§ **ASSIGNMENT**: Scan the listing below. Return every line containing the string "della".

§ **DATA IN THIS EXERCISE**:
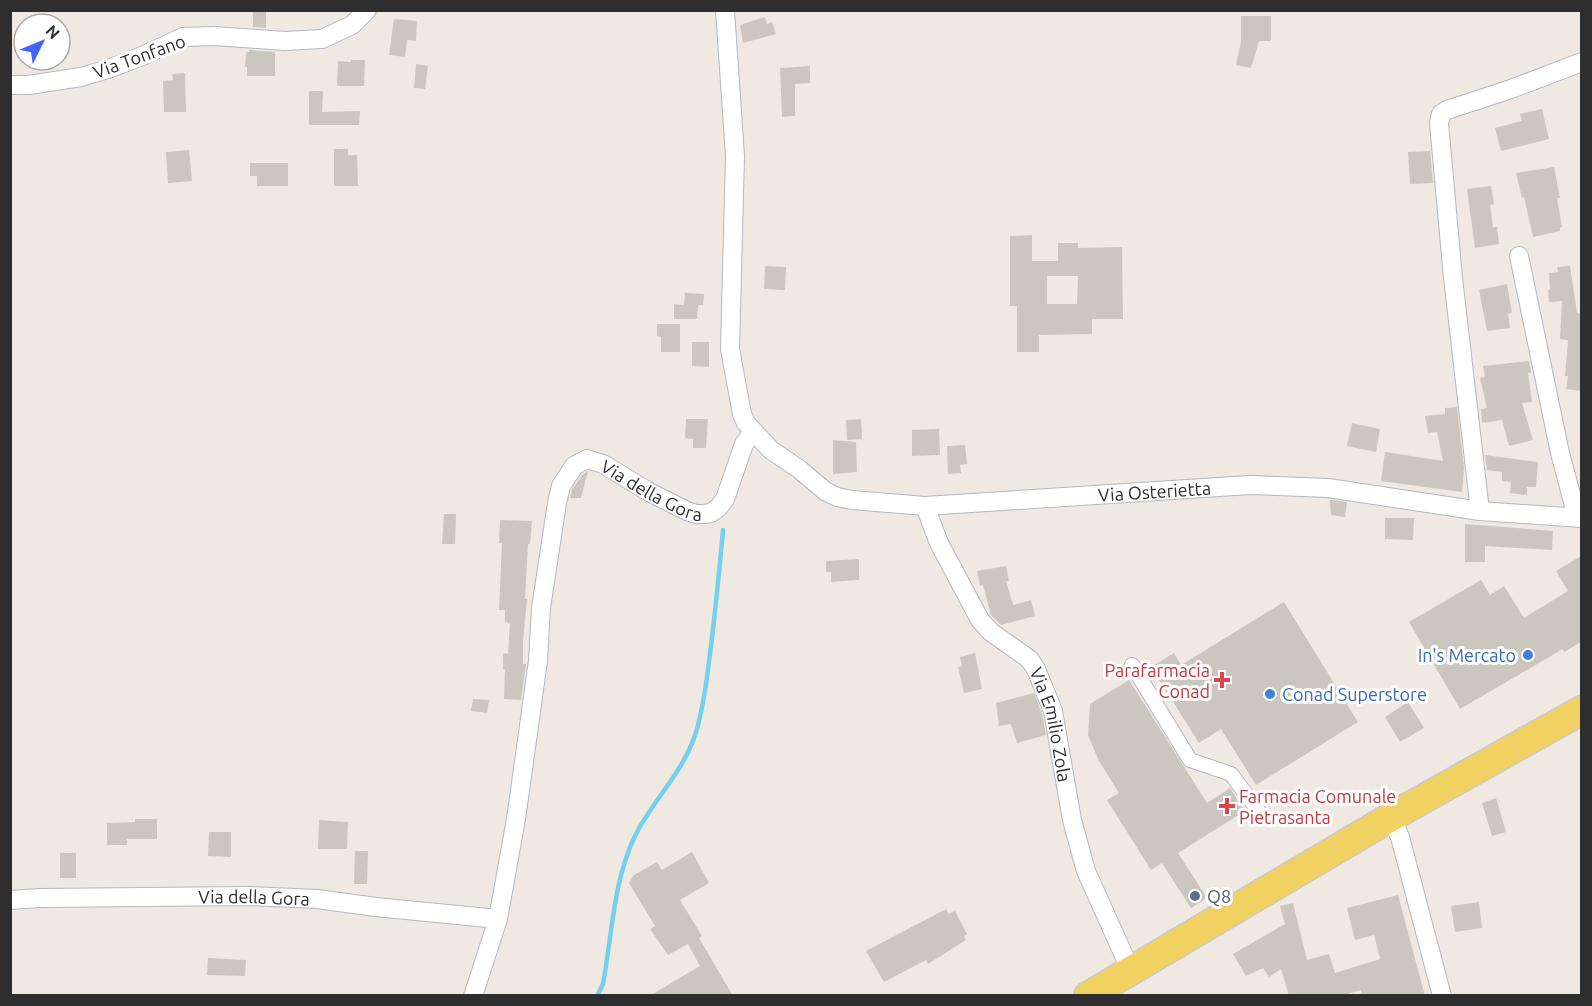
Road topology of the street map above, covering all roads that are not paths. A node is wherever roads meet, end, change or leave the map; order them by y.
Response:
1 (367, 10) edge
2 (725, 10) edge
3 (1581, 62) edge
4 (10, 85) edge
5 (1519, 256) dead end
6 (753, 432) junction
7 (925, 506) junction
8 (1480, 512) junction
9 (1579, 517) edge
10 (1132, 665) dead end
11 (1581, 710) edge
12 (1258, 810) dead end
13 (1391, 817) junction
14 (10, 900) edge
15 (498, 919) junction
16 (1131, 970) junction
17 (473, 996) edge
18 (1088, 996) edge
19 (1442, 996) edge

1 - 4 street, Via Tonfano
2 - 6 street
3 - 8 street
5 - 9 street, Via Osterietta
6 - 7 street, Via Osterietta
6 - 15 street, Via della Gora
7 - 8 street, Via Osterietta
7 - 16 street, Via Emilio Zola
8 - 9 street, Via Osterietta
10 - 12 street
11 - 13 main road
13 - 16 main road
13 - 19 street
14 - 15 street, Via della Gora
15 - 17 street, Via della Gora
16 - 18 main road

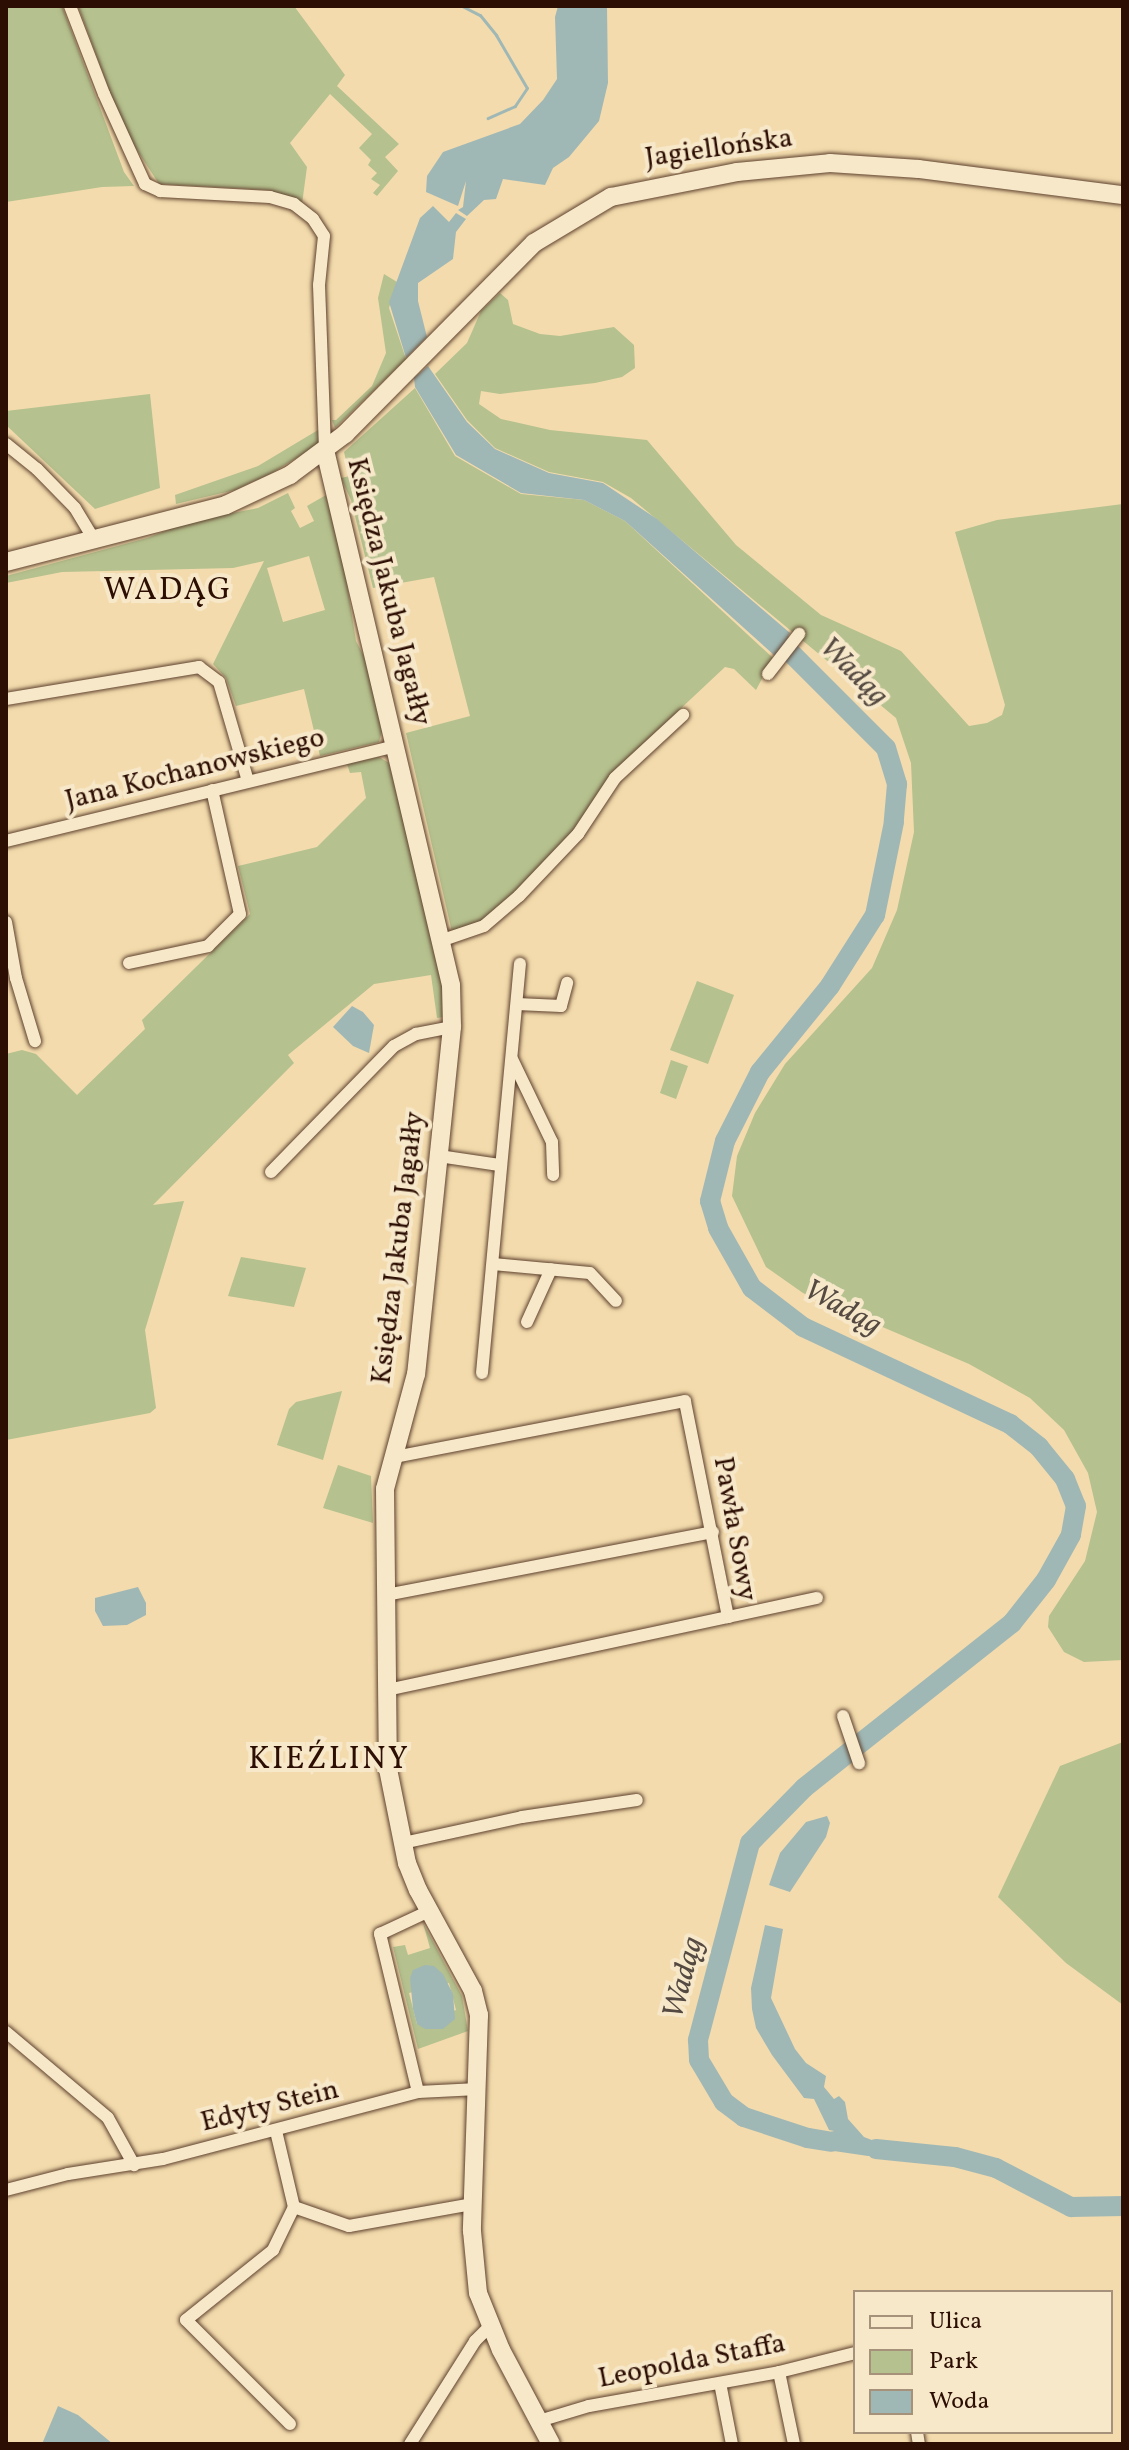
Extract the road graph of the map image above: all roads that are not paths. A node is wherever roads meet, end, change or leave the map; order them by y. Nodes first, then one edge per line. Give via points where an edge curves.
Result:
1 (70, 6) edge
2 (1123, 195) edge
3 (394, 385) joint
4 (6, 444) edge
5 (325, 450) junction
6 (94, 540) junction
7 (6, 562) edge
8 (799, 634) dead end
9 (768, 674) dead end
10 (6, 699) edge
11 (683, 715) dead end
12 (396, 746) junction
13 (248, 781) junction
14 (212, 790) junction
15 (6, 841) edge
16 (6, 922) edge
17 (443, 940) junction
18 (129, 963) dead end
19 (520, 964) dead end
20 (567, 983) dead end
21 (517, 1004) junction
22 (452, 1027) junction
23 (35, 1041) dead end
24 (512, 1059) junction
25 (533, 1101) junction
26 (508, 1105) junction
27 (439, 1156) junction
28 (499, 1165) junction
29 (271, 1172) dead end
30 (553, 1175) dead end
31 (493, 1264) junction
32 (551, 1269) junction
33 (616, 1301) dead end
34 (527, 1322) dead end
35 (482, 1373) dead end
36 (393, 1457) junction
37 (713, 1532) junction
38 (386, 1595) junction
39 (817, 1598) dead end
40 (728, 1617) junction
41 (387, 1690) junction
42 (843, 1716) dead end
43 (859, 1763) dead end
44 (637, 1800) dead end
45 (403, 1843) junction
46 (429, 1911) junction
47 (6, 2032) edge
48 (478, 2089) junction
49 (418, 2092) junction
50 (276, 2131) junction
51 (134, 2165) junction
52 (6, 2190) edge
53 (473, 2204) junction
54 (294, 2207) junction
55 (490, 2326) junction
56 (853, 2354) edge
57 (779, 2372) junction
58 (720, 2383) junction
59 (539, 2421) junction
60 (290, 2424) dead end
61 (410, 2444) edge
62 (551, 2444) edge
63 (732, 2444) edge
64 (794, 2444) edge

1 - 5 street via 145,184 160,191 270,197 294,204 324,236 319,285
2 - 3 street, Jagiellońska via 830,163 647,187 594,205 534,243
3 - 5 street, Księdza Jakuba Jagałły
4 - 6 street via 75,508
5 - 6 street via 290,475 226,505
5 - 12 street, Księdza Jakuba Jagałły
6 - 7 street
8 - 9 street
10 - 13 street via 199,667 219,682
11 - 17 street via 615,778 578,834 519,896 484,926
12 - 13 street, Jana Kochanowskiego
12 - 17 street, Księdza Jakuba Jagałły
13 - 14 street, Jana Kochanowskiego
14 - 15 street, Jana Kochanowskiego
14 - 18 street via 240,914 208,946
16 - 23 street
17 - 22 street, Księdza Jakuba Jagałły
19 - 21 street
20 - 21 street via 561,1006
21 - 24 street
22 - 27 street, Księdza Jakuba Jagałły
22 - 29 street via 416,1034 394,1046
24 - 25 street
24 - 26 street
25 - 26 street
25 - 30 street via 552,1142
26 - 28 street
27 - 28 street
27 - 36 street, Księdza Jakuba Jagałły via 416,1374
28 - 31 street
31 - 32 street
31 - 35 street
32 - 33 street via 590,1273
32 - 34 street
36 - 37 street, Pawła Sowy via 685,1401
36 - 38 street, Księdza Jakuba Jagałły via 382,1522
37 - 38 street
37 - 40 street, Pawła Sowy
38 - 41 street, Księdza Jakuba Jagałły
39 - 40 street
40 - 41 street, Pawła Sowy
41 - 45 street, Księdza Jakuba Jagałły via 388,1769
42 - 43 street
44 - 45 street via 522,1817
45 - 46 street, Księdza Jakuba Jagałły
46 - 48 street, Księdza Jakuba Jagałły via 473,1991 479,2015
46 - 49 street via 380,1934
47 - 51 street via 108,2118
48 - 49 street, Edyty Stein
48 - 53 street, Księdza Jakuba Jagałły
49 - 50 street, Edyty Stein
50 - 51 street, Edyty Stein
50 - 54 street
51 - 52 street, Edyty Stein
53 - 54 street via 349,2226
53 - 55 street, Księdza Jakuba Jagałły via 475,2276
54 - 60 street via 273,2250 186,2320
55 - 59 street, Księdza Jakuba Jagałły
55 - 61 street
56 - 57 street, Leopolda Staffa
57 - 58 street, Leopolda Staffa
57 - 64 street
58 - 59 street, Leopolda Staffa via 589,2406
58 - 63 street
59 - 62 street, Księdza Jakuba Jagałły

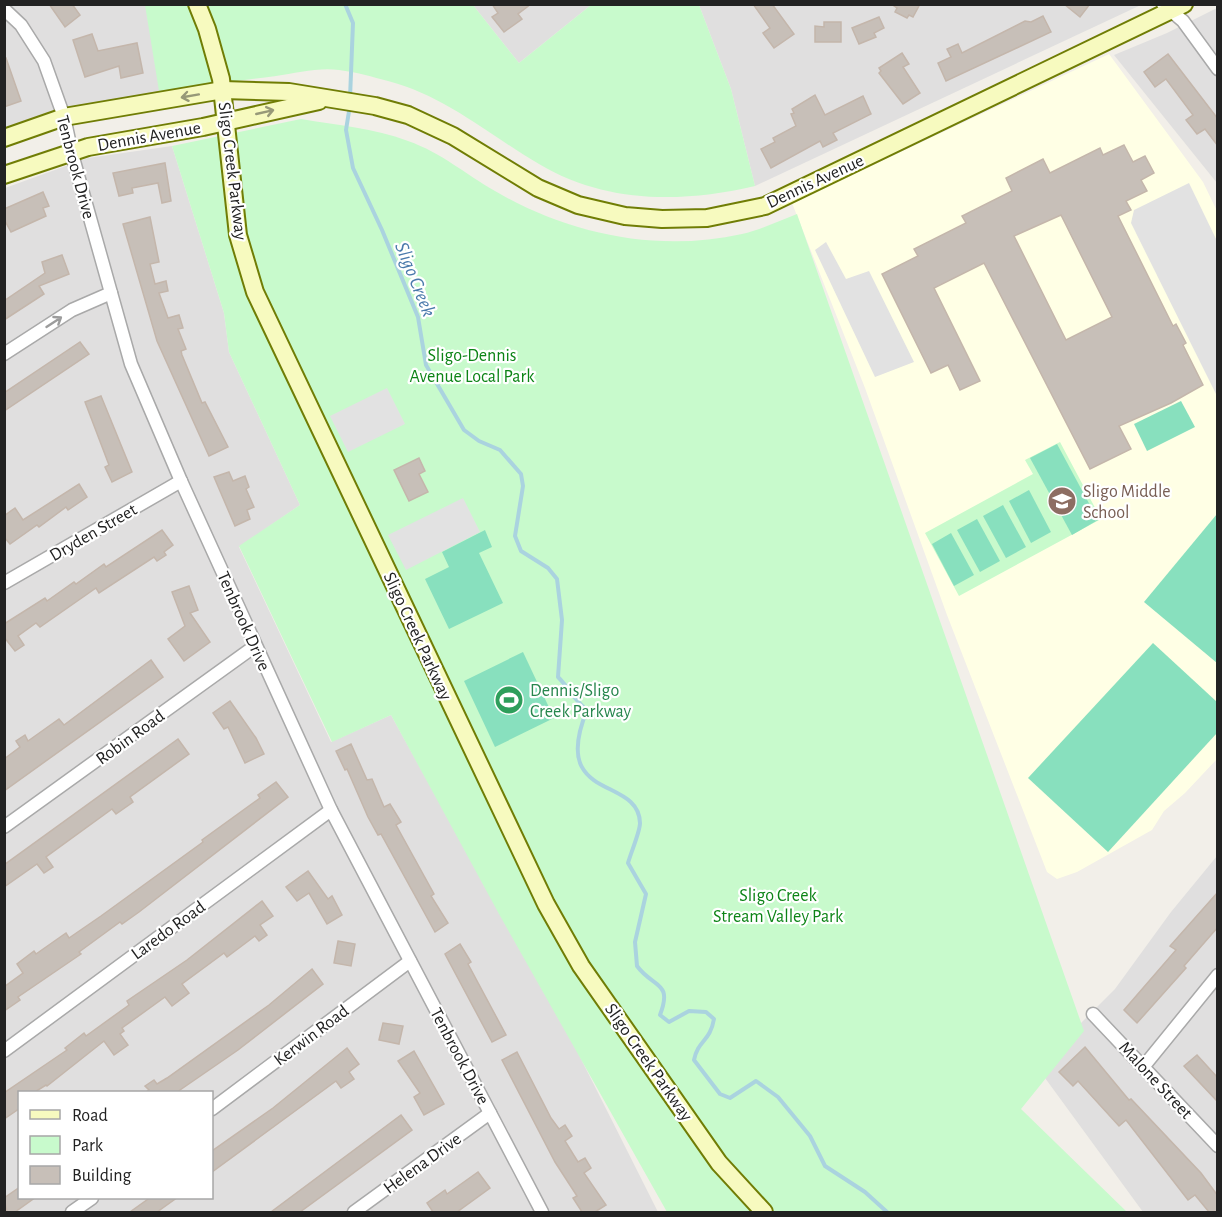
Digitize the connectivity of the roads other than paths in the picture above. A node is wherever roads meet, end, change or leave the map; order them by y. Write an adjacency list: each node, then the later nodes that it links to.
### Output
1 (197, 4): 5 (street, Sligo Creek Parkway)
2 (1173, 7): 4 (street); 6 (street, Dennis Avenue)
3 (4, 9): 7 (street, Tenbrook Drive)
4 (1218, 69)
5 (223, 90): 6 (street, Dennis Avenue); 7 (street, Dennis Avenue, one-way to 7); 8 (street, Sligo Creek Parkway)
6 (331, 98): 8 (street, Dennis Avenue, one-way to 6)
7 (64, 117): 9 (street, Dennis Avenue); 10 (street, Tenbrook Drive)
8 (226, 122): 10 (street, Dennis Avenue); 31 (street, Sligo Creek Parkway)
9 (4, 138)
10 (72, 154): 11 (street, Dennis Avenue); 12 (street, Tenbrook Drive)
11 (4, 175)
12 (111, 293): 13 (street, one-way to 12); 14 (street, Tenbrook Drive)
13 (4, 354)
14 (181, 482): 15 (street, Dryden Street); 16 (street, Tenbrook Drive)
15 (4, 583)
16 (255, 646): 17 (street, Tenbrook Drive); 18 (street, Robin Road)
17 (331, 810): 19 (street, Tenbrook Drive); 22 (street, Laredo Road)
18 (4, 827)
19 (410, 962): 24 (street, Kerwin Road); 25 (street, Tenbrook Drive)
20 (1218, 975): 23 (street)
21 (1093, 1014): 23 (street, Malone Street)
22 (4, 1051)
23 (1144, 1066): 26 (street, Malone Street)
24 (213, 1108)
25 (490, 1113): 29 (street, Helena Drive); 30 (street, Tenbrook Drive)
26 (1218, 1146)
27 (89, 1199): 28 (street)
28 (72, 1212)
29 (354, 1212)
30 (542, 1212)
31 (764, 1212)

§ **ANSWER TO THIS EXERCISE**:
6 - 15 street, Via della Gora
14 - 15 street, Via della Gora
15 - 17 street, Via della Gora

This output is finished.